By Libby George
LONDON (Reuters) - Oil rose further on Monday after a report of renewed calls by some OPEC members to restrain output, but analysts warned the bearish fundamentals that brought prices to four-month lows last week still lurked.
International benchmark Brent futures were trading at $45.17 per barrel at 1404 GMT, up 90 cents, or 2.03 percent, from their last close.
U.S. West Texas Intermediate (WTI) crude futures were at $42.78 per barrel, up 98 cents, or 2.34 percent.
The rise extended gains from a technical rally last week and came on the back of nascent optimism over an informal September meeting of the Organization of the Petroleum Exporting Countries (OPEC).
Those hopeful for rebalancing pointed to reports late last week from the Wall Street Journal about fresh calls by some OPEC members to freeze production levels in a bid to rein in output.
More From This Section
Qatar's energy minister said on Monday that the oil market is on a path to rebalancing.
Still, Russia, the world's top oil producer and a non-OPEC member, was quick to dismiss appeals for a freeze. Energy Minister Alexander Novak told reporters that "the prerequisites for this have not yet come to pass".
Analysts and traders said the gains would probably be short-lived due to the unlikelihood of substantial OPEC action, as well as to a glut of crude and refined products looming over the market.
"They're posed from a technical and a fundamental point of view to make a move down," Hamza Khan, head of commodity strategy at ING, said of oil prices. "It's difficult to see how the rally can be sustained."
Investors are increasing their bets against rising oil prices. Hedge funds cut their net longs on Brent crude to their lowest since January, while investors are holding their smallest bullish exposure to U.S. crude oil since February.
In China, July fuel exports rose over 50 percent from a year earlier to a monthly record 4.57 million tonnes, official data showed, as easing demand growth and a surplus in refined products pushed refiners to increase shipments overseas.

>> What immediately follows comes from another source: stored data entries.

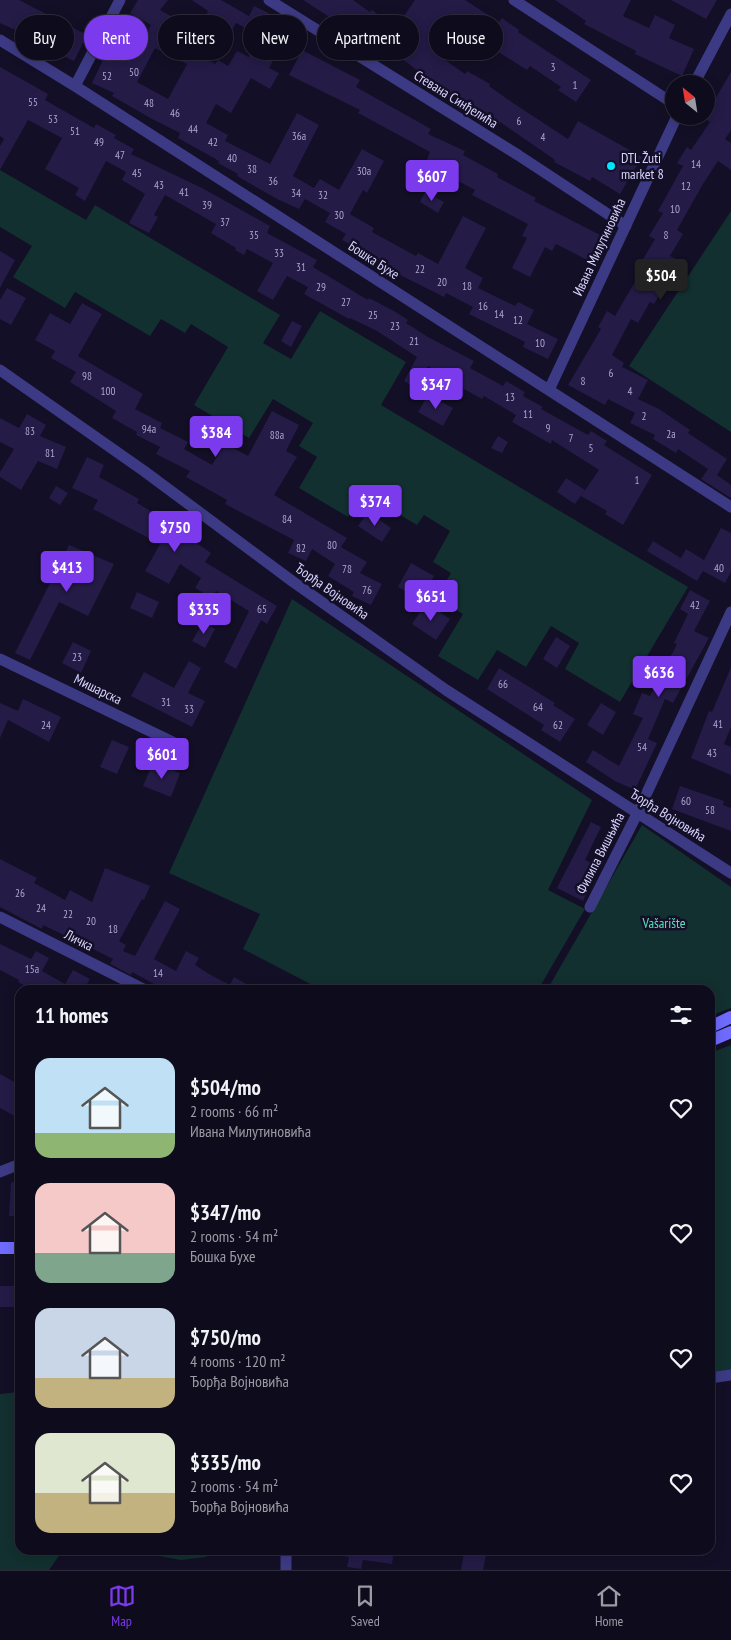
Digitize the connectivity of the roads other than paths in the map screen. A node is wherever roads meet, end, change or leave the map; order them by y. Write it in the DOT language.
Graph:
graph roads {
  1 [pos="120,0"];
  2 [pos="268,0"];
  3 [pos="514,0"];
  4 [pos="731,14"];
  5 [pos="0,40"];
  6 [pos="699,75"];
  7 [pos="75,86"];
  8 [pos="665,98"];
  9 [pos="673,125"];
  10 [pos="626,226"];
  11 [pos="0,370"];
  12 [pos="549,390"];
  13 [pos="731,507"];
  14 [pos="731,612"];
  15 [pos="0,659"];
  16 [pos="183,747"];
  17 [pos="637,814"];
  18 [pos="731,873"];
  19 [pos="590,907"];
  20 [pos="0,917"];
  21 [pos="135,985"];
  22 [pos="731,1018"];
  23 [pos="715,1025"];
  24 [pos="731,1032"];
  25 [pos="715,1039"];
  26 [pos="15,1166"];
  27 [pos="0,1172"];
  28 [pos="0,1248"];
  29 [pos="15,1248"];
  30 [pos="731,1375"];
  31 [pos="715,1377"];
  32 [pos="286,1555"];
  33 [pos="286,1570"];
  1 -- 7 [label="street"];
  2 -- 10 [label="street, Стевана Синђелића"];
  3 -- 8 [label="street"];
  4 -- 6 [label="street"];
  5 -- 7 [label="street, Бошка Бухе"];
  7 -- 12 [label="street, Бошка Бухе"];
  9 -- 10 [label="street, Ивана Милутиновића"];
  10 -- 12 [label="street, Ивана Милутиновића"];
  11 -- 17 [label="street, Ђорђа Војновића"];
  12 -- 13 [label="street, Бошка Бухе"];
  14 -- 17 [label="street, Филипа Вишњића"];
  15 -- 16 [label="street, Мишарска"];
  17 -- 18 [label="street, Ђорђа Војновића"];
  17 -- 19 [label="street, Филипа Вишњића"];
  20 -- 21 [label="street, Личка"];
  22 -- 23 [label="main road"];
  24 -- 25 [label="main road"];
  26 -- 27 [label="street"];
  28 -- 29 [label="main road"];
  30 -- 31 [label="street"];
  32 -- 33 [label="street"];
}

Additionally, the number of oil rigs drilling in the United States rose for the sixth consecutive week to 381.
The combination of factors led analysts to warn that the world had not yet dealt with the overhang of physical oil, which could drag prices lower again before any sustained recovery.
"The proper signals are not yet being sent to fix the product market," Morgan Stanley said in a note, adding that refined products also needed to draw down a large excess.
"In other words, physical oil markets likely need to get worse before they get better."